I have such a weird relationship with anticapitalist/workers rights narratives.
On the one hand, i 100% agree. Do not go above and beyond, for a company you are just a number. Do not work overtime. Do not help your supervisor. Go, do your job and leave.
On the other hand, when you're in Healthcare and other people's literal lives and wellbeing depends on you doing those things it feels like those narratives dont apply to me.
Like yes, if I put in the overtime and take on extra work they'll just keep expecting it of me instead of fairly compensating me for it or hiring sufficient staff for the workload.

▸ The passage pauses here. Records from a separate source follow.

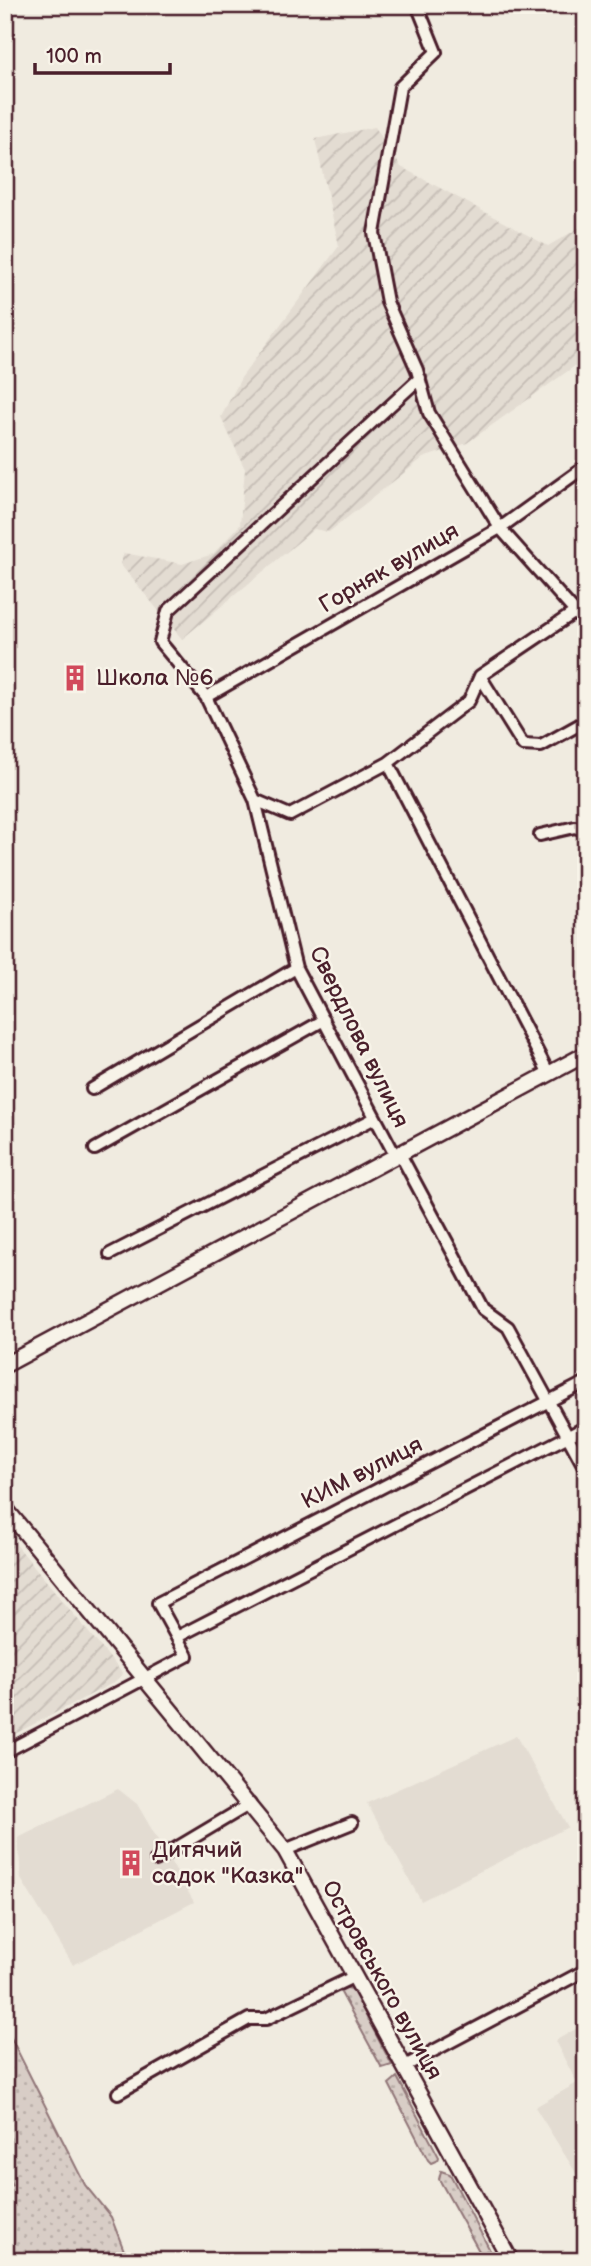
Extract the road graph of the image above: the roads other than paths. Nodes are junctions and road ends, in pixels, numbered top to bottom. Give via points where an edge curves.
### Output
1 (417, 5) edge
2 (419, 378) junction
3 (586, 466) edge
4 (500, 528) junction
5 (575, 612) junction
6 (586, 624) edge
7 (480, 676) junction
8 (206, 697) junction
9 (586, 721) edge
10 (388, 763) junction
11 (255, 800) junction
12 (586, 831) edge
13 (540, 835) dead end
14 (296, 968) junction
15 (324, 1020) junction
16 (586, 1054) edge
17 (549, 1074) junction
18 (92, 1090) dead end
19 (375, 1118) junction
20 (95, 1149) dead end
21 (398, 1156) junction
22 (110, 1254) dead end
23 (5, 1365) edge
24 (586, 1382) edge
25 (550, 1400) junction
26 (586, 1427) edge
27 (569, 1435) junction
28 (586, 1470) edge
29 (5, 1508) edge
30 (177, 1637) junction
31 (145, 1679) junction
32 (5, 1752) edge
33 (250, 1804) junction
34 (352, 1823) dead end
35 (285, 1850) junction
36 (156, 1860) dead end
37 (586, 1970) edge
38 (353, 1977) junction
39 (405, 2066) junction
40 (118, 2093) dead end
41 (511, 2261) edge

1 - 2 street via 436,52 400,87 374,233 387,302
2 - 4 street via 429,412
2 - 8 street, Свердлова вулиця via 168,611 160,642
3 - 4 street, Горняк вулиця
4 - 5 street
4 - 8 street, Горняк вулиця
5 - 6 street
5 - 7 street
7 - 9 street via 523,745 541,746
7 - 10 street via 469,701
8 - 11 street, Свердлова вулиця
10 - 11 street via 290,815
10 - 17 street
11 - 14 street, Свердлова вулиця
12 - 13 street via 575,827
14 - 15 street, Свердлова вулиця
14 - 18 street
15 - 19 street, Свердлова вулиця
15 - 20 street
16 - 17 main road
17 - 21 main road
19 - 21 street, Свердлова вулиця
19 - 22 street
21 - 23 main road
21 - 25 street, Свердлова вулиця via 483,1310 508,1327
24 - 25 street, КИМ вулиця
25 - 27 street, Свердлова вулиця
25 - 30 street, КИМ вулиця via 158,1603
26 - 27 street
27 - 28 street, Свердлова вулиця
27 - 30 street
29 - 31 main road, Островського вулиця
30 - 31 street via 187,1656
31 - 32 street
31 - 33 main road, Островського вулиця
33 - 35 main road, Островського вулиця
33 - 36 street
34 - 35 street
35 - 38 main road, Островського вулиця
37 - 39 street
38 - 39 main road, Островського вулиця
38 - 40 street via 266,2019 249,2019
39 - 41 main road, Островського вулиця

On the other hand, overtime for me usually looks like holding someone's hand while they greive or are afraid, performing first aid to keep someone alive and safe, calling their families, updating paramedics on their arrival and performing a medical handoff or preparing a body. OR taking over the oncoming nurse's regular duties while they do those same things. Not doing extra work outside of my job description means people go without external care they need, medication errors get made, important health changes and care changes get missed.
I can't, in good conscience, not do those things. I am human. The people I care for are human.
I deserve fair pay, reasonable hours, safe and adequate staffing. I cannot take the necessary steps to fight for those things without causing harm to actual individuals. People I've gotten to know. People I care for and care about.
I dont know where I'm going with this. It's just weird to see all the anticap/workers resistance sentiment on here and agree with it, but I also believe it doesn't apply to me.